Colorado residents may be aware that athletes and entertainers often protect logos and other images that identify their brands with trademarks, but they may not be aware that their names, signatures, voices and catchphrases could also be protected intellectual property. Image rights have been the subject of intense media coverage in recent years in various parts of the world, and celebrities and athletes including Sean Connery, Curtis Jackson, who is known by the stage name 50 Cent, Beyoncé and David Beckham have all taken steps to ensure that their images are protected.

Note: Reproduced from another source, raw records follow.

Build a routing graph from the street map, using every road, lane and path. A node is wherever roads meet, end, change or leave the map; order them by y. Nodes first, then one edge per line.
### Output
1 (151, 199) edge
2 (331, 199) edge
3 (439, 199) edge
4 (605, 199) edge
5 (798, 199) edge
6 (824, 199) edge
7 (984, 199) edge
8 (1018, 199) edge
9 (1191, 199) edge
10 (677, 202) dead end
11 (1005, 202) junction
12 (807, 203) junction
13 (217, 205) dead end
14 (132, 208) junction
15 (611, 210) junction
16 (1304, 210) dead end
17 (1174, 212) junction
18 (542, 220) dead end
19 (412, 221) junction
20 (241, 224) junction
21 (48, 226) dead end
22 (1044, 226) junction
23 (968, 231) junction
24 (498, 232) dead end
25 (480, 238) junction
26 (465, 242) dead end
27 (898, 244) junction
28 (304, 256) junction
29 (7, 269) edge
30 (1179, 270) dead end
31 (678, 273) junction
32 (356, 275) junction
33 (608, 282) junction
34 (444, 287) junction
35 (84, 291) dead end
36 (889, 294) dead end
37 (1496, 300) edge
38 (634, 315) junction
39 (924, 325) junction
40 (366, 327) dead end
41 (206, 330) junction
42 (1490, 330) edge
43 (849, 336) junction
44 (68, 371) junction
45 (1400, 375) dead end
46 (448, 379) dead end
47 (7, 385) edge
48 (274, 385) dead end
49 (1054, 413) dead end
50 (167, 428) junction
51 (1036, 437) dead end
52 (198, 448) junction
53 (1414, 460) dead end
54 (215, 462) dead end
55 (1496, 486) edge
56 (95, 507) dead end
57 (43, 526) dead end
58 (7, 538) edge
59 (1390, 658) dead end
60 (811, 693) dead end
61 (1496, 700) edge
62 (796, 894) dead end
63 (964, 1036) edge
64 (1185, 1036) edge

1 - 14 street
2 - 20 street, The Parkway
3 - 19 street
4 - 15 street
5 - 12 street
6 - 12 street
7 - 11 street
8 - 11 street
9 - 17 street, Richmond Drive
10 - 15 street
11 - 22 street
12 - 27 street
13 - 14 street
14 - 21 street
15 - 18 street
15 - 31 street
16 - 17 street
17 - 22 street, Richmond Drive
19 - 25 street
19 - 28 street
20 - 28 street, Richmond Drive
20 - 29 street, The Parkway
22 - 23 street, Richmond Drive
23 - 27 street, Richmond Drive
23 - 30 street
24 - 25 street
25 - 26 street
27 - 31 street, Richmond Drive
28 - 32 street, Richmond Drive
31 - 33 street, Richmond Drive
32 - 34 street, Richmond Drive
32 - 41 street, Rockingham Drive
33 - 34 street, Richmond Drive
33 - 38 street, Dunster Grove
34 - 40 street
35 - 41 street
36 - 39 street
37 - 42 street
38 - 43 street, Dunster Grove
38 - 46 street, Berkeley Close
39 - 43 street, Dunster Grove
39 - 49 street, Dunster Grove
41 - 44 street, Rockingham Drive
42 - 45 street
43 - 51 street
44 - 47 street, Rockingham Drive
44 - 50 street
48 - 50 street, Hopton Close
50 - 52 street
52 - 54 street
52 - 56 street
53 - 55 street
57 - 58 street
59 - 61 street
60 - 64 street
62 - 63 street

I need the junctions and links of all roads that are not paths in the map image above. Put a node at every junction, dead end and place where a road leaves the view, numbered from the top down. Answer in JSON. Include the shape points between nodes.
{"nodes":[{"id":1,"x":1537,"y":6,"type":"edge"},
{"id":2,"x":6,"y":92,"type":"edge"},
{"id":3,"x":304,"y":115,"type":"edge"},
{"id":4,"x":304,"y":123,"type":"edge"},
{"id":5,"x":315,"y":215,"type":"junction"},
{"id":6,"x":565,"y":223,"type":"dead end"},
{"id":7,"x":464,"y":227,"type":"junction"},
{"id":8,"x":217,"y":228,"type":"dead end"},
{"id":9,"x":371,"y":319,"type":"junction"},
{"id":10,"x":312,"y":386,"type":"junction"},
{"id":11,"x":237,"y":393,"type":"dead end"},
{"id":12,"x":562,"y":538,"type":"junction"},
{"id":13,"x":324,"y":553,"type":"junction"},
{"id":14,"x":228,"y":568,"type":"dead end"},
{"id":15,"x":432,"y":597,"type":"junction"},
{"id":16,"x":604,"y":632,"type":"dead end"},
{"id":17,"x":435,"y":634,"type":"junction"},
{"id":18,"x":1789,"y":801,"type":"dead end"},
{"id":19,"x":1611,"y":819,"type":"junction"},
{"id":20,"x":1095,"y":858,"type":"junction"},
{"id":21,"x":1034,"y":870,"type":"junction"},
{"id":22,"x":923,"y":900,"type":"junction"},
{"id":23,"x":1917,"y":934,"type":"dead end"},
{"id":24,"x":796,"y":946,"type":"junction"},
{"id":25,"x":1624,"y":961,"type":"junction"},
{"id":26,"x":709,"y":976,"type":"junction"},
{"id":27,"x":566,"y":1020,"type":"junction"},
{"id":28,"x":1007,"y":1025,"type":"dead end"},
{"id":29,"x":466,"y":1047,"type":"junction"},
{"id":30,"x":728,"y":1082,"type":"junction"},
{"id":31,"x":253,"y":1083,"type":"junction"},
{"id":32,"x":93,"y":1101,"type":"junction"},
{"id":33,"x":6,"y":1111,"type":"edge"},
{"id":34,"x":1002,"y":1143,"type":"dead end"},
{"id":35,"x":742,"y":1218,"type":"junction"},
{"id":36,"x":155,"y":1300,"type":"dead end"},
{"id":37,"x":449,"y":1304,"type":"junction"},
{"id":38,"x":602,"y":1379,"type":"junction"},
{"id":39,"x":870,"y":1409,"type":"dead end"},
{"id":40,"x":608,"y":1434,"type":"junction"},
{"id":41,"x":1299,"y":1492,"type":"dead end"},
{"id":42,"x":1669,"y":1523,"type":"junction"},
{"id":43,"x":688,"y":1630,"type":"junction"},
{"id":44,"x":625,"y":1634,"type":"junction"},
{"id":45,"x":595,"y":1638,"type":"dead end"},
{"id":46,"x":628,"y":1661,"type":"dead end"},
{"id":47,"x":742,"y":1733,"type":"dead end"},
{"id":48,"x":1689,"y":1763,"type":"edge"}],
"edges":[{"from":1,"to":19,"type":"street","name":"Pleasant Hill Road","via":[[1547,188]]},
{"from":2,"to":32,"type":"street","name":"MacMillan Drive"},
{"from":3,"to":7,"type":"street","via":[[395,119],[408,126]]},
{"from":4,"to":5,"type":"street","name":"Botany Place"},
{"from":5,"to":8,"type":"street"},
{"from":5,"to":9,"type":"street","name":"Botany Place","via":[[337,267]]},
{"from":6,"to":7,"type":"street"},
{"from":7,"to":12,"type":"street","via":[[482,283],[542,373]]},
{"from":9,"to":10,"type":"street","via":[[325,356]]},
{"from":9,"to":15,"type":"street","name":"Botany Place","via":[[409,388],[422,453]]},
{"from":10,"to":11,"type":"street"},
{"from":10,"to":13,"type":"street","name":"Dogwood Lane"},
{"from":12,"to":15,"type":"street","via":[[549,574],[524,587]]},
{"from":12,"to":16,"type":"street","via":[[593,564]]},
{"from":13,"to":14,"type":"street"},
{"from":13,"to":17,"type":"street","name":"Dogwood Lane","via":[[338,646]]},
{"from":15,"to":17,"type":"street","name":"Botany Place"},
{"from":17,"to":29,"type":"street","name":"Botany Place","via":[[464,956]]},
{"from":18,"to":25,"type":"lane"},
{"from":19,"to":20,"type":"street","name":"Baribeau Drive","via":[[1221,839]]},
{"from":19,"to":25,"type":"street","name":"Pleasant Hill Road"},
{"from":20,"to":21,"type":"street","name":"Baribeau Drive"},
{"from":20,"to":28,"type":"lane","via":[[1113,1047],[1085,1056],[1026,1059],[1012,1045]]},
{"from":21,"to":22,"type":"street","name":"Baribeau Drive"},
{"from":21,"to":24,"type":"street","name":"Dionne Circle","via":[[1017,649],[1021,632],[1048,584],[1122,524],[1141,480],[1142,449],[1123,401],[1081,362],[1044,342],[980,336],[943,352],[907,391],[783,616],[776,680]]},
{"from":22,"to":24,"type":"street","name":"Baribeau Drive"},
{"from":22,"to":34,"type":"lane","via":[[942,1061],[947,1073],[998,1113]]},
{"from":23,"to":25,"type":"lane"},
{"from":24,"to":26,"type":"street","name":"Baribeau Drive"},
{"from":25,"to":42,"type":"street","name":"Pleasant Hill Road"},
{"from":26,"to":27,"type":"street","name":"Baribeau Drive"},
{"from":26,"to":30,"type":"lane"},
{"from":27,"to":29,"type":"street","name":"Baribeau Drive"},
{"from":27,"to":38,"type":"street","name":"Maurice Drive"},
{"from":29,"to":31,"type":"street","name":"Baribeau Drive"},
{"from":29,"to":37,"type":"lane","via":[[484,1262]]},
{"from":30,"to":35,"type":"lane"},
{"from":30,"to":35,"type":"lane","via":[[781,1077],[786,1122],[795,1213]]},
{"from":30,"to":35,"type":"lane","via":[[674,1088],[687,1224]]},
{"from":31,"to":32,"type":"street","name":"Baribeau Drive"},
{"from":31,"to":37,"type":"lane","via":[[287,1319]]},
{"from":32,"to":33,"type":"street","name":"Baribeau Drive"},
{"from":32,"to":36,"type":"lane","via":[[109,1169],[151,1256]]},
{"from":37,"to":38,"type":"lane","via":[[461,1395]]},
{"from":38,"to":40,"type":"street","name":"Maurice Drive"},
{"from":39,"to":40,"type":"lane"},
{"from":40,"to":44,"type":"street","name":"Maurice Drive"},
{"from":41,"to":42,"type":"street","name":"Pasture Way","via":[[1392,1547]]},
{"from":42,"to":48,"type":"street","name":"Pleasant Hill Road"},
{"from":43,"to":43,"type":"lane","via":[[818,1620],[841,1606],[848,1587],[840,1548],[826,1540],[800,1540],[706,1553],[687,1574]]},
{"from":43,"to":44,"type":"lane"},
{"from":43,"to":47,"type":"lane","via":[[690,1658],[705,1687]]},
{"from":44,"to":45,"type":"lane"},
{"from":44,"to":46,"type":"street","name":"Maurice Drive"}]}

Image rights can be worth significant sums. In 2014, the actress Katherine Heigl settled a lawsuit with a pharmacy chain that posted a photograph of her leaving one of its stores on social media. In Spain, soccer stars Cristiano Ronaldo and Lionel Messi have been accused of failing to pay millions in taxes on income they earned from their image rights, and football manager Jose Mourinho’s appointment as Manchester United boss was almost derailed when it was learned that his former club Chelsea had registered his name and signature as trademarks.
While image rights can be extremely valuable, the laws protecting them are nebulous. Image rights are enshrined in the constitution in Germany, Spain and South Africa, and the island of Guernsey has established an image rights register. There is no federal law protecting image rights in the United States, but these rights may still be enforceable under tort law principles.
Attorneys with intellectual property experience may encourage famous individuals to monitor the use of their image rights carefully. This is a complex area of the law and litigating these issues could be a costly and protracted undertaking. Attorneys may suggest acting quickly and decisively when protected intellectual property is used without consent to resolve these matters quickly and deter further infringement.